Return each line of the listing that has the word "CUZCO" in it.

→ **Task inputs**
-*-*-
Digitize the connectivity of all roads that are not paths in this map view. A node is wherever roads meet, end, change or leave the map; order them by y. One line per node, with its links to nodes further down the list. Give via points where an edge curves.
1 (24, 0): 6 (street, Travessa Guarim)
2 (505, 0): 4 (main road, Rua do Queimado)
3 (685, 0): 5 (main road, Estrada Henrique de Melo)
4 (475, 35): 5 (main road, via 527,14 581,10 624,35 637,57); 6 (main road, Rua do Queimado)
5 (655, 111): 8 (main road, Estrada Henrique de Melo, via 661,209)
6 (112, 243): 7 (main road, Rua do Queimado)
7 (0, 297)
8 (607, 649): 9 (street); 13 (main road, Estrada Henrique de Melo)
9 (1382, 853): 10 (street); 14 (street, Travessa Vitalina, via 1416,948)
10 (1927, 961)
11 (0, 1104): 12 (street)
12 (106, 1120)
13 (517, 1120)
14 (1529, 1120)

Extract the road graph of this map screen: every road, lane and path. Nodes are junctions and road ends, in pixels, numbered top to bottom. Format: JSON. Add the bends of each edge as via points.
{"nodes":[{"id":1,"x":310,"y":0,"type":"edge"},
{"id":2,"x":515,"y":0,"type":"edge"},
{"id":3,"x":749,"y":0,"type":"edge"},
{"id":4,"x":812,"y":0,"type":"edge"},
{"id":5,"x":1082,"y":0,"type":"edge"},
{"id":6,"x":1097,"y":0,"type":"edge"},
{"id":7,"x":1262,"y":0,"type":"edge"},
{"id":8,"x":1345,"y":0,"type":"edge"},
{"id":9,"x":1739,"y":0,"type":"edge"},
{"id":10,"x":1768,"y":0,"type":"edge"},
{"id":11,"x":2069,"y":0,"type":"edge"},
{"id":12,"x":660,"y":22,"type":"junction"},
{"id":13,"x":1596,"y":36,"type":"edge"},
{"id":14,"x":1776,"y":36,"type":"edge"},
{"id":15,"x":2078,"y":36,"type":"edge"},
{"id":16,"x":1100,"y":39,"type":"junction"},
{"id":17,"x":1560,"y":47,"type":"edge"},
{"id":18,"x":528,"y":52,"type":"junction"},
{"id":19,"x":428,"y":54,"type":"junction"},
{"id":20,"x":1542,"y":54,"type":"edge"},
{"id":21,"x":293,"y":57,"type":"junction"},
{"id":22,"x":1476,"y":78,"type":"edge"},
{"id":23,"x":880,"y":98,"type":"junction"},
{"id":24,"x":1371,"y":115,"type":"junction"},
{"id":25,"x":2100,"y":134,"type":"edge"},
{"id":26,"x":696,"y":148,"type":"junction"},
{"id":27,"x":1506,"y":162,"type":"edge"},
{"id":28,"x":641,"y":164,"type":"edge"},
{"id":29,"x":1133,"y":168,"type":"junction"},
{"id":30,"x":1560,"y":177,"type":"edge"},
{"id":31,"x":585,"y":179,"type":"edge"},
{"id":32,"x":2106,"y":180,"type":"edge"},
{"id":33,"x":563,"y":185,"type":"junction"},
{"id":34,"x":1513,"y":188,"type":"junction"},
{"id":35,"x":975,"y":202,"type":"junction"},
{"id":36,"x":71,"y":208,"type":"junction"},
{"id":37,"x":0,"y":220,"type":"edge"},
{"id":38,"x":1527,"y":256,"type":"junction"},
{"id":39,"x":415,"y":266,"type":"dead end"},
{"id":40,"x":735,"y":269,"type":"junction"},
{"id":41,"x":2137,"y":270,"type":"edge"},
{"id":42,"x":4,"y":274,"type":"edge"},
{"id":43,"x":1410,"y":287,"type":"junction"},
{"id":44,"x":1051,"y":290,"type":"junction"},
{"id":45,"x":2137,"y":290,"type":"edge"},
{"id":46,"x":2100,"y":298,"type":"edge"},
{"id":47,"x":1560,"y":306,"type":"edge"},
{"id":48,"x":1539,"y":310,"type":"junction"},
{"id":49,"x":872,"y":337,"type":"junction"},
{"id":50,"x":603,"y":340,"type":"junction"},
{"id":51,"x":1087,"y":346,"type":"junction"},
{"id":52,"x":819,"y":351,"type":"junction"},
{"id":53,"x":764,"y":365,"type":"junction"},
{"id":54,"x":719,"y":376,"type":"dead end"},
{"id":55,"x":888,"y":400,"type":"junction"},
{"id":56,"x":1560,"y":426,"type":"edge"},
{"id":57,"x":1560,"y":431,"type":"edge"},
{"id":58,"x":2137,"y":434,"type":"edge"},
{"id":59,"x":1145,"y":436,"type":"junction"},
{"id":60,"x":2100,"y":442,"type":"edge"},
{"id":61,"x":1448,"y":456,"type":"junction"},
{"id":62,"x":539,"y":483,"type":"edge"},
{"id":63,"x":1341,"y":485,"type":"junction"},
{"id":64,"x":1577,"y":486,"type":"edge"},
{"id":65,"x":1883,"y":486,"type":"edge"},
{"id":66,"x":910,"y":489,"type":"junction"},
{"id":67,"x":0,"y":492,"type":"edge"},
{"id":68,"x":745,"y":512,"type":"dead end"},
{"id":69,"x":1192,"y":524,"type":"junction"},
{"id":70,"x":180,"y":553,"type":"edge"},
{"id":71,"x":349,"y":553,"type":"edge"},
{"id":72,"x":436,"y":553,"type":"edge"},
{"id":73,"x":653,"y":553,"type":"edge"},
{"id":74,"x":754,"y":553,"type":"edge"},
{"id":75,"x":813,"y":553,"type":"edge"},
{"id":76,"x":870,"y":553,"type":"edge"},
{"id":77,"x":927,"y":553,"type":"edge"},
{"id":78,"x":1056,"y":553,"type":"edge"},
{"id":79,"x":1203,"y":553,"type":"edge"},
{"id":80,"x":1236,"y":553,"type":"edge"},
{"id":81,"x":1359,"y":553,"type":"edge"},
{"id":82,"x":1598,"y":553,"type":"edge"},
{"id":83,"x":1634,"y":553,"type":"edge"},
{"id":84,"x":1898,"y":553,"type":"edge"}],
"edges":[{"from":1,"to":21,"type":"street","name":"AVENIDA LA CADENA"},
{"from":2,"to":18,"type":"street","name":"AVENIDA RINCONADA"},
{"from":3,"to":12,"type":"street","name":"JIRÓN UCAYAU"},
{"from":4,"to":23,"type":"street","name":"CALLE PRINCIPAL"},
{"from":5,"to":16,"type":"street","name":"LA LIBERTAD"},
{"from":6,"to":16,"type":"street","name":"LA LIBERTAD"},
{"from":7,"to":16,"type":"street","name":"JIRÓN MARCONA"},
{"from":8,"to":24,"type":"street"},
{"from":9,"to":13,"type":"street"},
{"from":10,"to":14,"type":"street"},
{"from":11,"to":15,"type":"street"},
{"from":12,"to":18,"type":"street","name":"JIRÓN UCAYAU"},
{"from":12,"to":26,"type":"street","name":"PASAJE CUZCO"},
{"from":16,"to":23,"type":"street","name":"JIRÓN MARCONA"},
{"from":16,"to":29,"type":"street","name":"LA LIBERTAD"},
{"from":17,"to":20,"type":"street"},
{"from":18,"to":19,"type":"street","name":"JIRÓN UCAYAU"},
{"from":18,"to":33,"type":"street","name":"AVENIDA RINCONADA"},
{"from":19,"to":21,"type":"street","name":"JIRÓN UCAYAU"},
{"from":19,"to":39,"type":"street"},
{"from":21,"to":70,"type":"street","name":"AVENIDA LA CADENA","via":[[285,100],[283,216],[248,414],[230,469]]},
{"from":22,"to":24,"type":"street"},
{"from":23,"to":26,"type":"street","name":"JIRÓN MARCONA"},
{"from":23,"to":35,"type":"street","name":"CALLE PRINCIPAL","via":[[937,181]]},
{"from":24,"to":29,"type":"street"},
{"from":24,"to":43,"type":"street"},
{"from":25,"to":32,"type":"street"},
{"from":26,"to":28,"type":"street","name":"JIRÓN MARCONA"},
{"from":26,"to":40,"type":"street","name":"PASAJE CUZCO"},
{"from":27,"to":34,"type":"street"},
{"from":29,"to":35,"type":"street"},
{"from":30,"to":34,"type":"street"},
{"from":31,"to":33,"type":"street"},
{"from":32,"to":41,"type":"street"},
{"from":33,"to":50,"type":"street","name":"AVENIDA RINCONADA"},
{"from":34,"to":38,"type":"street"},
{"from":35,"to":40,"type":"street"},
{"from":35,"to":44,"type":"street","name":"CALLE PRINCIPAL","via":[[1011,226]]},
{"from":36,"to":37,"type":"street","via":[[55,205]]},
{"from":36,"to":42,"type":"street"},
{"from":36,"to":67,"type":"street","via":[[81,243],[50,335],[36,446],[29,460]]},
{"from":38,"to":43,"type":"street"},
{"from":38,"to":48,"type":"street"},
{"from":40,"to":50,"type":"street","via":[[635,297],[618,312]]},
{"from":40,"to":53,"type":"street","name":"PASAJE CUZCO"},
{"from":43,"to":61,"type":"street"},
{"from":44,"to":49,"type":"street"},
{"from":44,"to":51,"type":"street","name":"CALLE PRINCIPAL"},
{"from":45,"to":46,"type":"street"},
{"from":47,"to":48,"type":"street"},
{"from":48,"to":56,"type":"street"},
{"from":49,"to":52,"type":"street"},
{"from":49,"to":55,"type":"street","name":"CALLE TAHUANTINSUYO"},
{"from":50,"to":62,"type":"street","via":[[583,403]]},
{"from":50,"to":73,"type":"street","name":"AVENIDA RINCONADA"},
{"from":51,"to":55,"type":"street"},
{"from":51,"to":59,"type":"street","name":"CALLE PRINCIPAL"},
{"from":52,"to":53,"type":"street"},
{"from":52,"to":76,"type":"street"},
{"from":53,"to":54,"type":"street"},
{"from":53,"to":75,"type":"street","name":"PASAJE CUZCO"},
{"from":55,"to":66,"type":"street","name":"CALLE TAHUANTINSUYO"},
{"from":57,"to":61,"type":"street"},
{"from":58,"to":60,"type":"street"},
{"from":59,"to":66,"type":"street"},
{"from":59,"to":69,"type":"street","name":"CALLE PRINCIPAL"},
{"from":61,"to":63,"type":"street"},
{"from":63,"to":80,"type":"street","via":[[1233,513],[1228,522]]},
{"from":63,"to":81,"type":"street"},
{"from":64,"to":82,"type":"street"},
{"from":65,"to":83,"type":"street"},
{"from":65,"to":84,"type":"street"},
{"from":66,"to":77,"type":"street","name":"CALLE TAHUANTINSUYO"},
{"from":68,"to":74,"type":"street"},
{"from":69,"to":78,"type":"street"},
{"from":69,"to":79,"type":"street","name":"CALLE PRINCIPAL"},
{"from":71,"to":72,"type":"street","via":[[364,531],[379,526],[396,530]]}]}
-*-*-
→ **Answer section**
{"from":12,"to":26,"type":"street","name":"PASAJE CUZCO"},
{"from":26,"to":40,"type":"street","name":"PASAJE CUZCO"},
{"from":40,"to":53,"type":"street","name":"PASAJE CUZCO"},
{"from":53,"to":75,"type":"street","name":"PASAJE CUZCO"},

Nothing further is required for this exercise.